Photo by Charles Deluvio on Unsplash

Legal tech firm Ontra, formerly known as InCloudCounsel, has deployed a combination of AI-driven technology solutions and a global pool of senior legal talent to take on the hegemony of expensive law firms

As a keen observer of the private capital markets in Asia, Jon Crandall, managing director for Asia-Pacific at legal tech firm Ontra, has enjoyed a ringside view to a remarkable growth story. He said, “By all estimates, the private capital landscape is supposed to triple in size over the next four or five years. And that’s after it has already tripled over the past four or five years.”

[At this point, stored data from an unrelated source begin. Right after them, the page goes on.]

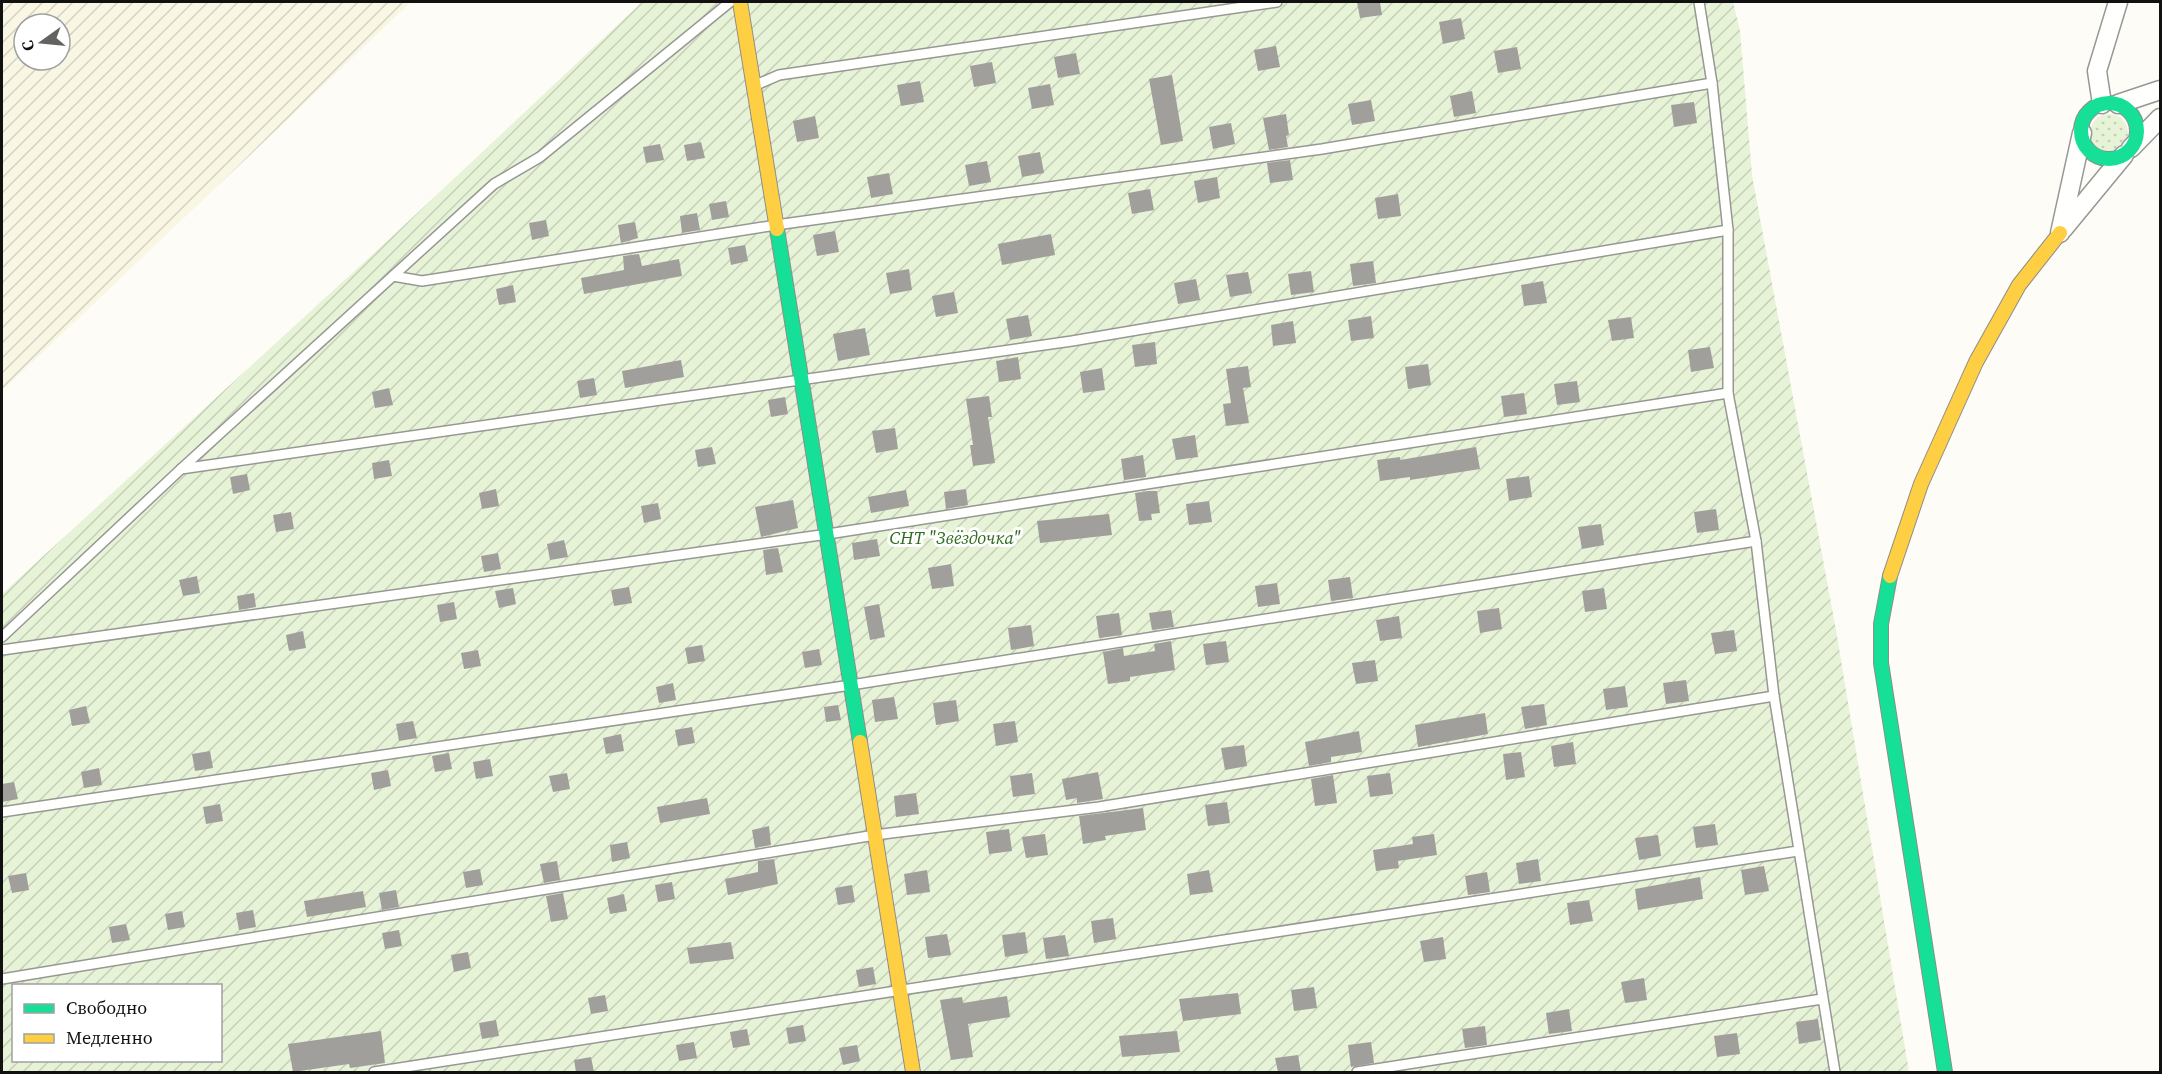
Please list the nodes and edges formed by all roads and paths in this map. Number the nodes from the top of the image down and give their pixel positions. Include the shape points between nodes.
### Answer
1 (730, 2) edge
2 (740, 2) edge
3 (1277, 2) edge
4 (1699, 2) edge
5 (2118, 2) edge
6 (1713, 83) junction
7 (754, 86) junction
8 (2160, 90) edge
9 (2110, 104) junction
10 (2160, 118) edge
11 (2082, 133) junction
12 (2128, 152) junction
13 (776, 225) junction
14 (1728, 230) junction
15 (2060, 233) junction
16 (393, 276) junction
17 (802, 380) junction
18 (1728, 393) junction
19 (181, 469) junction
20 (828, 534) junction
21 (1756, 541) junction
22 (2, 638) edge
23 (2, 650) edge
24 (851, 685) junction
25 (1774, 696) junction
26 (2, 812) edge
27 (875, 835) junction
28 (1798, 851) junction
29 (2, 979) edge
30 (899, 990) junction
31 (1822, 999) junction
32 (374, 1072) edge
33 (913, 1072) edge
34 (1357, 1072) edge
35 (1835, 1072) edge
36 (1946, 1072) edge

1 - 16 lane via 540,157 494,184
2 - 7 street
3 - 7 lane via 779,75
4 - 6 lane
5 - 9 street via 2097,71
6 - 13 lane via 1322,149
6 - 14 lane
7 - 13 street
8 - 9 street
9 - 11 street via 2087,115
9 - 12 street via 2132,115 2136,123 2136,140
10 - 12 street
11 - 12 street via 2089,150 2097,156 2116,159
11 - 15 street
12 - 15 street
13 - 16 lane via 422,281
13 - 17 street
14 - 17 lane via 1072,341
14 - 18 lane
15 - 36 street via 2019,285 1976,363 1921,484 1884,601 1881,663 1887,712
16 - 19 lane
17 - 19 lane
17 - 20 street
18 - 20 lane
18 - 21 lane
19 - 22 lane
20 - 23 lane
20 - 24 street
21 - 24 lane
21 - 25 lane
24 - 26 lane
24 - 27 street
25 - 27 lane via 1099,807
25 - 28 lane
27 - 29 lane
27 - 30 street
28 - 30 lane
28 - 31 lane
30 - 32 lane
30 - 33 street
31 - 34 lane
31 - 35 lane

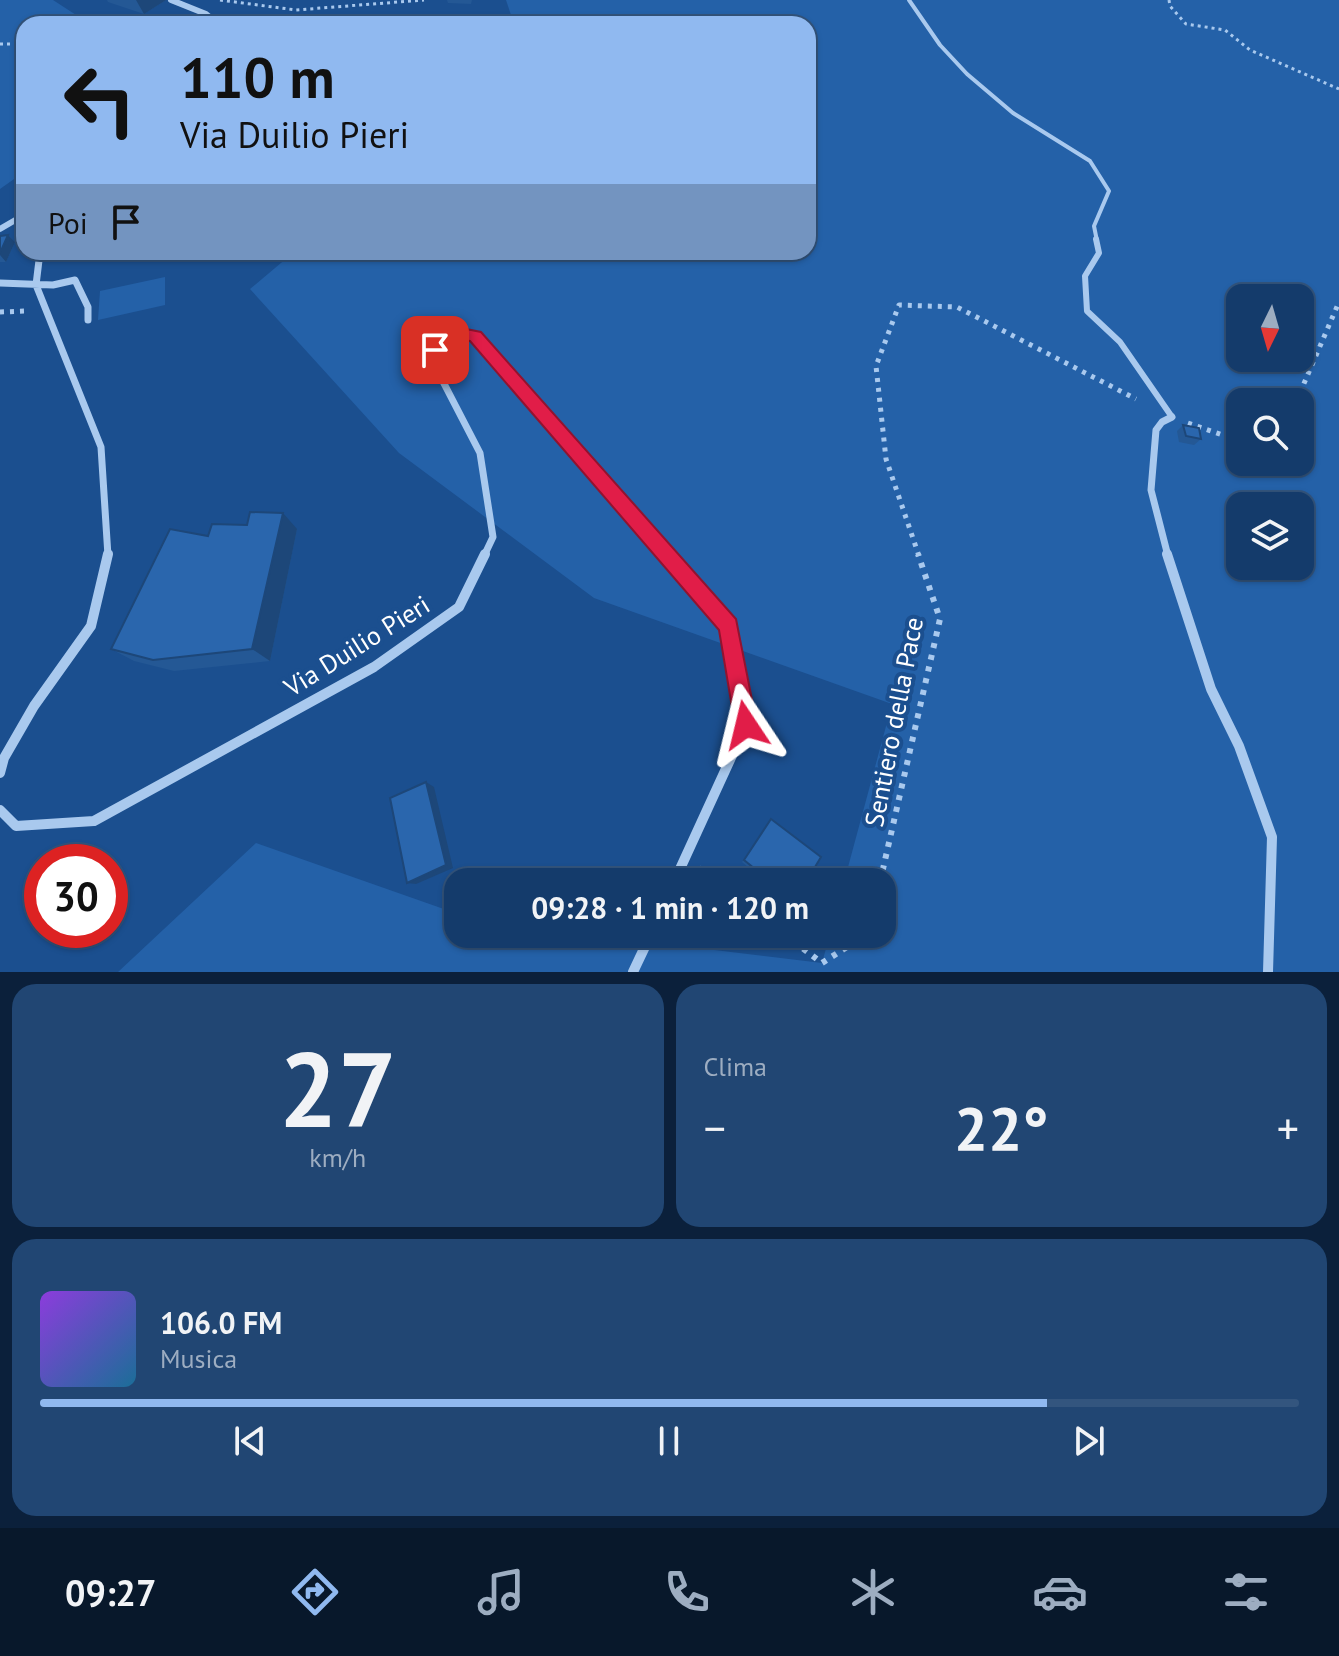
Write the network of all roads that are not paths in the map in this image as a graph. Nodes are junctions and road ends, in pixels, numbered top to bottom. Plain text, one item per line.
1 (171, 0) edge
2 (909, 0) edge
3 (208, 16) edge
4 (39, 260) edge
5 (0, 283) edge
6 (36, 285) junction
7 (88, 320) dead end
8 (1172, 417) joint
9 (0, 773) edge
10 (0, 810) edge
11 (680, 868) edge
12 (644, 948) edge
13 (633, 972) edge
14 (1268, 972) edge

1 - 3 street
2 - 8 lane
4 - 6 street
5 - 6 street
6 - 7 street
6 - 9 street
8 - 14 street
10 - 11 street, Via Duilio Pieri
12 - 13 street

However, it has become apparent that parts of the infrastructure supporting this growth are not keeping pace. A lawyer by training, Crandall, who left as partner from Duane Morris LLP to join Ontra in January this year, said, “I guarantee the law firms are not tripling in size. I would be shocked if they even doubled in size. There is a gigantic crunch on legal services and manpower.” The asymmetry between demand and supply is reflected in escalating costs. Crandall cited an instance of a law firm that charged over $4,000 for a nondisclosure agreement — a fee at the higher end of the spectrum, but not unheard of.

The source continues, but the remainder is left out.